When Covert applied for a teaching position at BC, she says she did not have a usual interview. Rather than the typical script of professional questions, Covert and the art department chair at the time, Paul Kline ’53, sat and had a conversation.
“The dean left us alone for a couple of hours…and we talked and talked, and the two hours went by.” Covert says she saw Kline’s dedication to the art department and wanted to keep his work going. “He convinced me [to accept the position].”
Covert credits conversations like that first one and connection to those around her as integral to her success as a teacher and artist.
Covert began her college education at what was then Mary Baldwin College, a women’s college in Staunton, Va. She majored in history and took her first studio art course while there. After three years Covert got married and transferred to the College of Charleston in Charleston, S.C., for her final year of undergraduate study.

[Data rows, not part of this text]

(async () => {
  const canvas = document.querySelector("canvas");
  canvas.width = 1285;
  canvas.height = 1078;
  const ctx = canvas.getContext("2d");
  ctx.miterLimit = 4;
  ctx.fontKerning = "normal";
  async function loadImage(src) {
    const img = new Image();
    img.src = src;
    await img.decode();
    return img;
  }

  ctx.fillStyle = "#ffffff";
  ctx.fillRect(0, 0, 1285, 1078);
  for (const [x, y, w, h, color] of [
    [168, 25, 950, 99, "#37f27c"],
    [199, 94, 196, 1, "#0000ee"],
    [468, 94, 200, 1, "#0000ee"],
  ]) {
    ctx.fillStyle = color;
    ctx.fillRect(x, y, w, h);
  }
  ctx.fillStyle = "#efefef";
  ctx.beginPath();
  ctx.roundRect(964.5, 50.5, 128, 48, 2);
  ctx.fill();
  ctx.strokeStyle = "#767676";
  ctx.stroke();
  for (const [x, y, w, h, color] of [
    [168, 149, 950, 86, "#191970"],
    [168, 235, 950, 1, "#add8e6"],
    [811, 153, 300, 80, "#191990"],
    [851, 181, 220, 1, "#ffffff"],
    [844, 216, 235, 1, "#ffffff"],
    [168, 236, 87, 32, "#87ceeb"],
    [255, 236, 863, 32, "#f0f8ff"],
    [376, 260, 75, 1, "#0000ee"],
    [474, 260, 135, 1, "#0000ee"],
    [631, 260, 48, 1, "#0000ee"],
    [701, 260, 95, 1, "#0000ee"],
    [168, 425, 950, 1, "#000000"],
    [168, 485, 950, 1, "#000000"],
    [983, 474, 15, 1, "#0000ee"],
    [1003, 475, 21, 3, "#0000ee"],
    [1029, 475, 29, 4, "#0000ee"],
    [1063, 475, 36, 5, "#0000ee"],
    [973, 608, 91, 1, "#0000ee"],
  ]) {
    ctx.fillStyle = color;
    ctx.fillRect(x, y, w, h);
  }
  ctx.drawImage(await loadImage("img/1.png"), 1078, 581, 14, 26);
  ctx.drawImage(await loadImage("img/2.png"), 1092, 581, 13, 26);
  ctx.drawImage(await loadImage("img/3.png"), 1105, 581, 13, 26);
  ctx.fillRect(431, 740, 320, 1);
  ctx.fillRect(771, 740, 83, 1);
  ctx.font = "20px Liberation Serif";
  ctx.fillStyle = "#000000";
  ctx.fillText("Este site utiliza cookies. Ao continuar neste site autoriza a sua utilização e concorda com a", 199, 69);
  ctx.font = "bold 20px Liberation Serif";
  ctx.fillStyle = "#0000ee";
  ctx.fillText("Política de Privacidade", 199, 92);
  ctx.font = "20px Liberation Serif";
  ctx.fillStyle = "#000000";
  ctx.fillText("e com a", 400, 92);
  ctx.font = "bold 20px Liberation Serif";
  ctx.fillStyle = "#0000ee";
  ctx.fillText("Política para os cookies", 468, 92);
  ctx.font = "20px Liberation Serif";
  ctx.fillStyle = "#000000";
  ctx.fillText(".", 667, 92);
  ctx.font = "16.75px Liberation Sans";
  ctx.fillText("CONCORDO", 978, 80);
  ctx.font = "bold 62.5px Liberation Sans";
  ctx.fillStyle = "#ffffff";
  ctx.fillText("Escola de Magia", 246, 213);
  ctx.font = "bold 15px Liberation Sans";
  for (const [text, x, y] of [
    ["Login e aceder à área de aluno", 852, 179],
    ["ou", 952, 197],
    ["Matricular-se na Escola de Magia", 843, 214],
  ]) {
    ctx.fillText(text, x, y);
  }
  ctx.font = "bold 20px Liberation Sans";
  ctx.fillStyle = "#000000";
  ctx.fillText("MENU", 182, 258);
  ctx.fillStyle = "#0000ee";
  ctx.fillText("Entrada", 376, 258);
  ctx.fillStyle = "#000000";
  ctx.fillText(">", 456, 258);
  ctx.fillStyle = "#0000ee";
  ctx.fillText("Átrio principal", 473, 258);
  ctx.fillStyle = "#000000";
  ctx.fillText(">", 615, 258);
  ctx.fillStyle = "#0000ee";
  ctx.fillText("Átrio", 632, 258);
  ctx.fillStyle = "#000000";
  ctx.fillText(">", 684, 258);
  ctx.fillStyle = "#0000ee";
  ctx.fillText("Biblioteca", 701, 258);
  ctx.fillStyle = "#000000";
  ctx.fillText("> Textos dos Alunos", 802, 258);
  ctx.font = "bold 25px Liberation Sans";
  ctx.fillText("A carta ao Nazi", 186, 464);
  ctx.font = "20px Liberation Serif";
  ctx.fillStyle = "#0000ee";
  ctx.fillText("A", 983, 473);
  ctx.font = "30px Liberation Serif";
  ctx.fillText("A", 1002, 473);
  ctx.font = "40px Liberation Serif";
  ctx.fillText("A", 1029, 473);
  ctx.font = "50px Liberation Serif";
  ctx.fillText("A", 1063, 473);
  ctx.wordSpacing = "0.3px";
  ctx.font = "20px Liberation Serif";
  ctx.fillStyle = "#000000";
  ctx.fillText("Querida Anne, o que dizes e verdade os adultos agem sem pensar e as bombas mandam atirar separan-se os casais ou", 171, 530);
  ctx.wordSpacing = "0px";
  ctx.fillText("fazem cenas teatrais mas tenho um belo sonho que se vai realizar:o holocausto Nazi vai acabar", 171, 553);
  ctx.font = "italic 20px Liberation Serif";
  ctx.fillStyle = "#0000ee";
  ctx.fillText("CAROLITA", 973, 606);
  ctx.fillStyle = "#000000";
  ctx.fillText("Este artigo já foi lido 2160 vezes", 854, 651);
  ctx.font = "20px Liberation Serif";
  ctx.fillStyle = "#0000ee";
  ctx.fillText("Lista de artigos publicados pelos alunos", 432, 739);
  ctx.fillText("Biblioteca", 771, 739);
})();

Covert taught elementary school while taking a break from her education. This allowed her more time with her children while they were young, but she eventually wanted to go back to school so she could teach older students.
When she was in her 40s, Covert returned to college to study for an MFA in painting with a minor in art history at the University of North Carolina Greensboro. Covert taught art history, drawing and painting during her master’s program and for five years after graduating. While Covert says she strongly admired the program at UNC Greensboro, the large size of the school was a downside for her.
“It was hard to really know the students,” she says. “Those first art history classes were in an auditorium that held 130 people, and I had a graduate assistant to help me grade.”
Despite this barrier, the students there called Covert “the open-door professor.” Her students knew they could come by her studio or office to watch her paint or ask her questions at any time. She says she valued this quality and wanted to teach at a school where it could increase.
In 1996, Covert felt drawn to Bridgewater for its small size, desiring a personal relationship with students and colleagues. After only one year of teaching at BC, she became art department chair when Kline retired. Covert stepped back from full-time teaching in 2022 but continues to teach a few classes a year.
“I really like people, so teaching has been that connection for me,” Covert says.
“I think hers was the first studio class that I had where the professor was really heavily involved with each student,” BC art major Lauren Henderson ’26 says of a painting class she took with Covert.
While Covert’s professional life is about teaching, her work as an artist is equally important to her fulfillment and feeds her desire for solitary, focused work. Covert’s work is a blend of abstraction and elements of nature she observes. Through her drawings, she says she gathers inspiration and captures the structure of what she sees.
“I think about structure and the color comes very intuitively and then I play with it,” Covert says. “Painting is an adventure, a process.”
Covert says her main inspiration is her relationships with those around her that her work as a student, teacher and artist have led her to create.
“It’s about giving back to the people who’ve given to me over the years… all of you, all of my students and my friends here.”